There might be a way to geoengineer El Niño so that it wreaks less havoc, scientists say.
Adding aerosols to the atmosphere over a particular patch of the Pacific Ocean can increase and brighten clouds in the region, creating a cooling effect. New computer simulations show this can trigger atmospheric changes that might reduce the strength of an El Niño event — and the weather extremes that come along with it, researchers report July 8 in Science Advances.
The idea was sparked by fires, says Jessica Wan, a climate scientist now at the University of Chicago. In the aftermath of the 2019–2020 Australian wildfires, huge billows of particles rose into the atmosphere and then wafted over the southeastern subtropical Pacific Ocean. The fires brightened the clouds over the ocean there, and that brightening helped trigger a multiyear La Niña event, the flip side to an El Niño.
This “opportunistic experiment” demonstrated how cloud modification in a particular region can alter large climate patterns, says Wan, who did the research while at the Scripps Institution of Oceanography in La Jolla, Calif.
The team wondered whether it would be possible to geoengineer a similar effect to mitigate the impacts of El Niño, the “warm” phase of a yearslong climate pattern known as the El Niño–Southern Oscillation. El Niño events are brief, typically lasting less than a year, but can be deadly and costly. Past strong El Niños have brought heat waves on land and in the ocean and drenched some parts of the world with torrential rains and floods while baking others with severe drought.
Adding aerosols specifically to beef up the eastern subtropical Pacific’s clouds would be a targeted version of a kind of climate geoengineering called marine cloud brightening, or MCB. MCB proposes that certain aerosols — particularly sea salts — injected into the atmosphere could brighten the ocean’s cloudiest regions, making them whiter and more reflective, which would send more of the sun’s radiation back into space to help cool the planet.
To simulate how MCB might mitigate El Niño, the researchers focused on two strong El Niño events: 1997–1998 and 2015–2016. The team then identified where the fire particles had been densest over the southeastern Pacific Ocean and targeted those regions in their computer simulations for aerosol injections.

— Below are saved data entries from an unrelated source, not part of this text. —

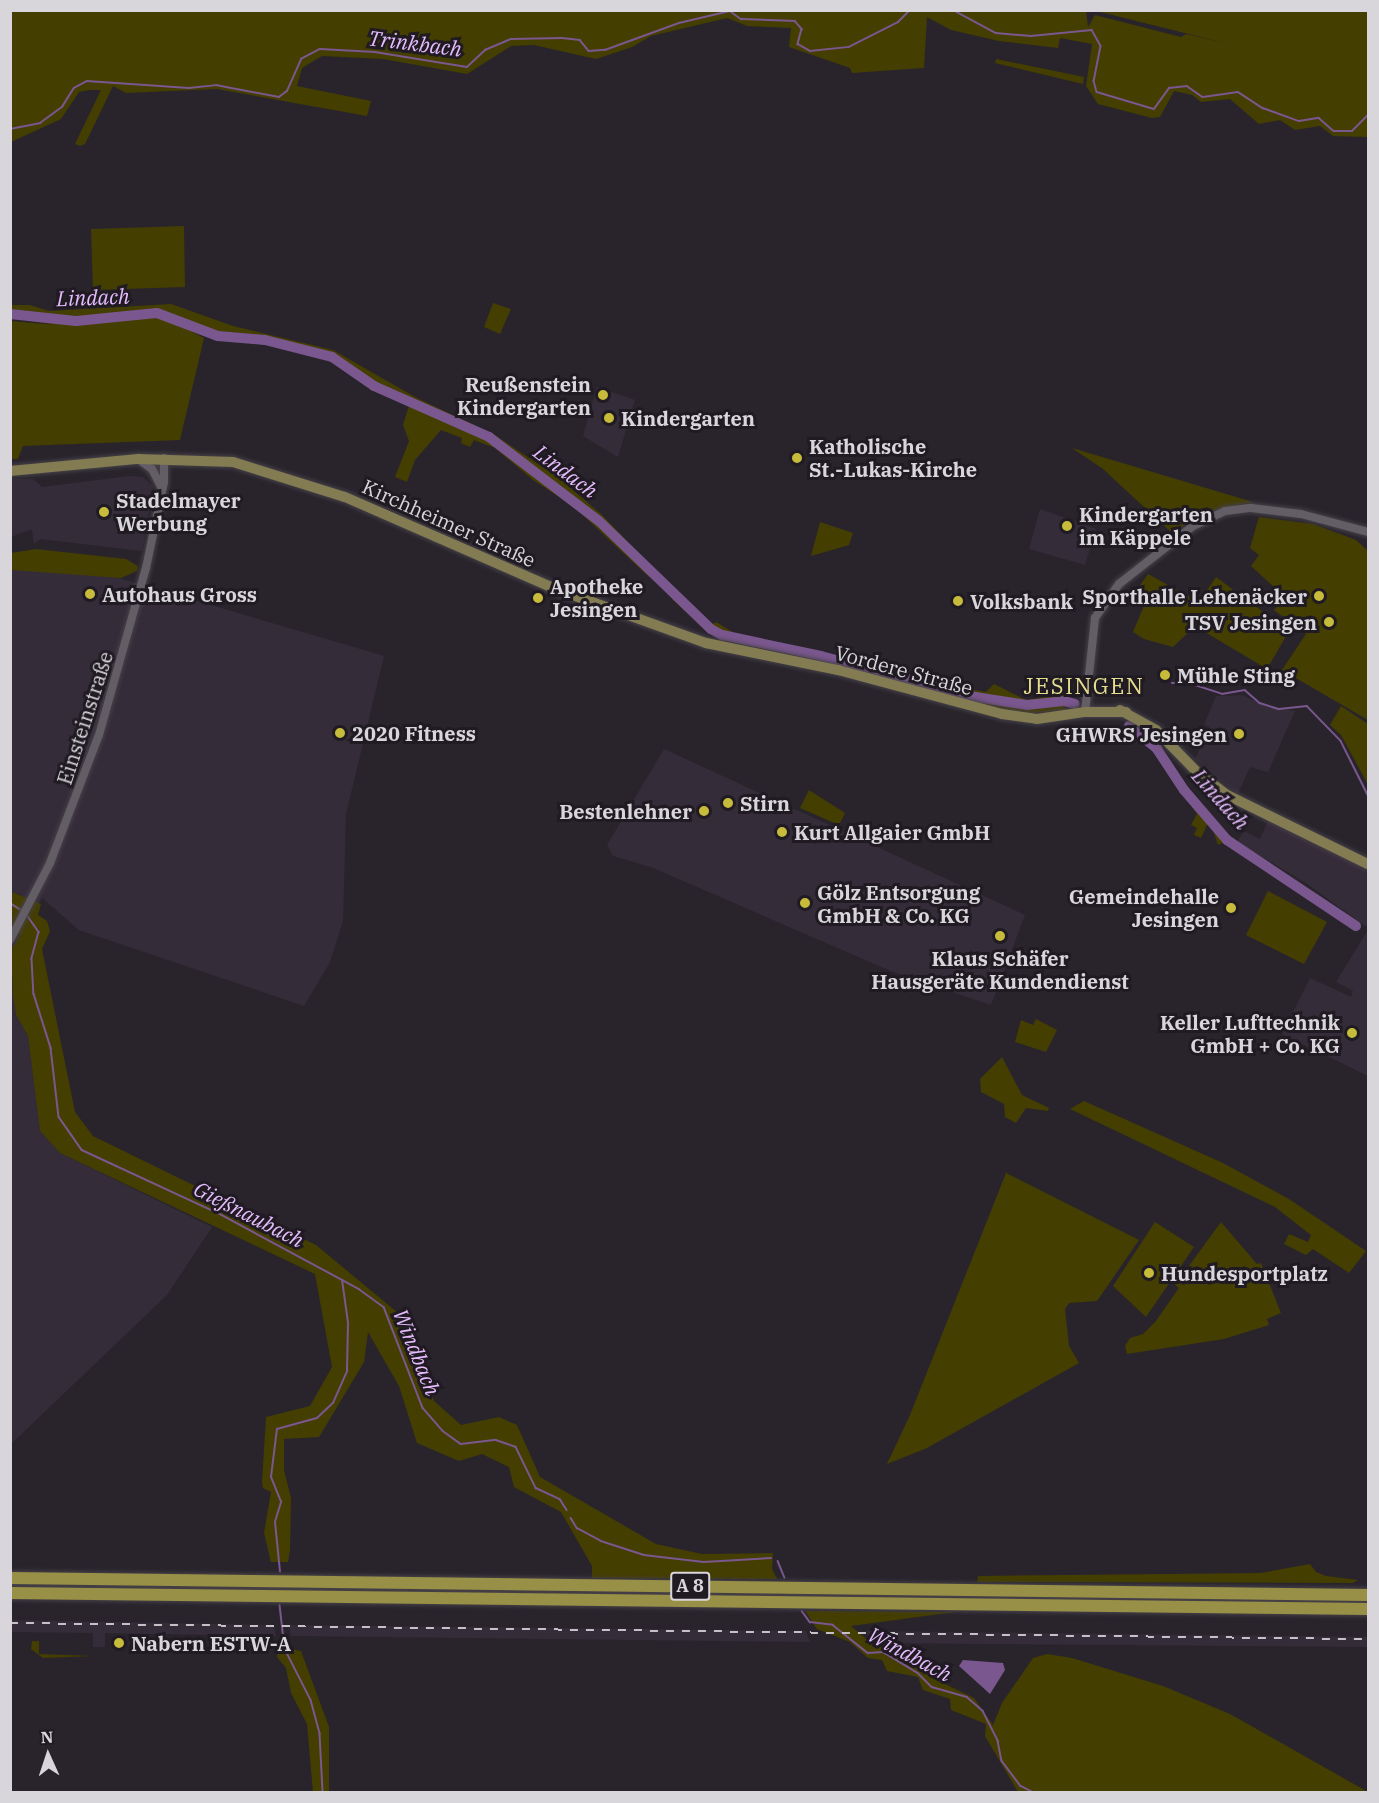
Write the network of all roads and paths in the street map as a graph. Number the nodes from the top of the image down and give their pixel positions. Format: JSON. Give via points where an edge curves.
{"nodes":[{"id":1,"x":138,"y":459,"type":"junction"},
{"id":2,"x":164,"y":459,"type":"junction"},
{"id":3,"x":10,"y":471,"type":"edge"},
{"id":4,"x":161,"y":496,"type":"junction"},
{"id":5,"x":1368,"y":532,"type":"edge"},
{"id":6,"x":714,"y":644,"type":"joint"},
{"id":7,"x":1085,"y":711,"type":"junction"},
{"id":8,"x":1368,"y":864,"type":"edge"},
{"id":9,"x":10,"y":940,"type":"edge"},
{"id":10,"x":10,"y":1578,"type":"edge"},
{"id":11,"x":10,"y":1593,"type":"edge"},
{"id":12,"x":1368,"y":1595,"type":"edge"},
{"id":13,"x":1368,"y":1610,"type":"edge"}],
"edges":[{"from":1,"to":2,"type":"main road","name":"Kirchheimer Straße"},
{"from":1,"to":3,"type":"main road","name":"Kirchheimer Straße"},
{"from":1,"to":4,"type":"street","via":[[159,479]]},
{"from":2,"to":4,"type":"street","name":"Einsteinstraße"},
{"from":2,"to":6,"type":"main road","name":"Kirchheimer Straße","via":[[233,462],[345,497],[553,588]]},
{"from":4,"to":9,"type":"street","name":"Einsteinstraße","via":[[129,636],[99,735],[29,906]]},
{"from":5,"to":7,"type":"street","via":[[1283,511],[1251,508],[1225,511],[1171,540],[1119,584],[1095,618]]},
{"from":6,"to":7,"type":"main road","name":"Vordere Straße","via":[[838,670],[1002,714],[1037,719]]},
{"from":7,"to":8,"type":"main road","name":"Vordere Straße","via":[[1100,707],[1126,712],[1156,730],[1207,781],[1228,796]]},
{"from":10,"to":12,"type":"highway","number":"A 8"},
{"from":11,"to":13,"type":"highway","number":"A 8"}]}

“We wanted to try to go full hammer to see what happens,” Wan says. The team simulated a massive injection concentration of about 500 particles per cubic centimeter. It also varied the timing of this cloud boost, seeing what happens if the injections occur at the very start of an El Niño, or when it’s nearing its peak, as well as how the length of injections.
All of the injections made the simulated El Niños weaker than the actual events. But how much weaker depended on the timing, the team found. For the 2015–2016 event, for example, injecting particles from June through the following February led to the strongest cooling. But starting those injections in December — essentially at the 11th hour — led to the least cooling. That’s probably because by that time, the El Niño dynamics are well under way and any cooling is more localized, the team suggests.
Using MCB to directly target large El Niños “is really interesting and very new,” says Daniele Visioni, a climate scientist at Cornell University not involved in the study. And “the fact that it looks like this could work is a really good indication that it is something worth thinking about.”
Earth officially entered its most recent El Niño phase in June. Computer simulations of current conditions in the Pacific suggest that it has the potential to be a “super El Niño.” MCB isn’t anywhere close to being on the menu to mitigate this year’s El Niño, Wan says — there are big hurdles, including engineering constraints and sociological barriers, such as who should determine whether these interventions are worth any possible negative climate consequences.
Many researchers remain leery about tinkering with the climate. “There are many, many unanswered questions and uncertainties as to the viability of MCB,” says James Haywood, a climate scientist at the University of Exeter in England not involved in the new study. Previous research by Haywood and his colleagues simulating the effects of MCB found that cooling the eastern Pacific might produce a “mega La Niña” many times stronger than previously seen, he says.
La Niña is generally thought of as the gentler sibling — on the whole, it brings cooler temperatures and milder weather events. “But the impacts of both El Niño and La Niña are heterogeneous” around the planet, and not everyone suffers or benefits from either, Wan says.
Visioni notes that “this is in no way the final answer…. But it’s important to have these kinds of studies that keep the door open. Considering that large El Niños produce a lot of damages, I think asking the question is worth it.”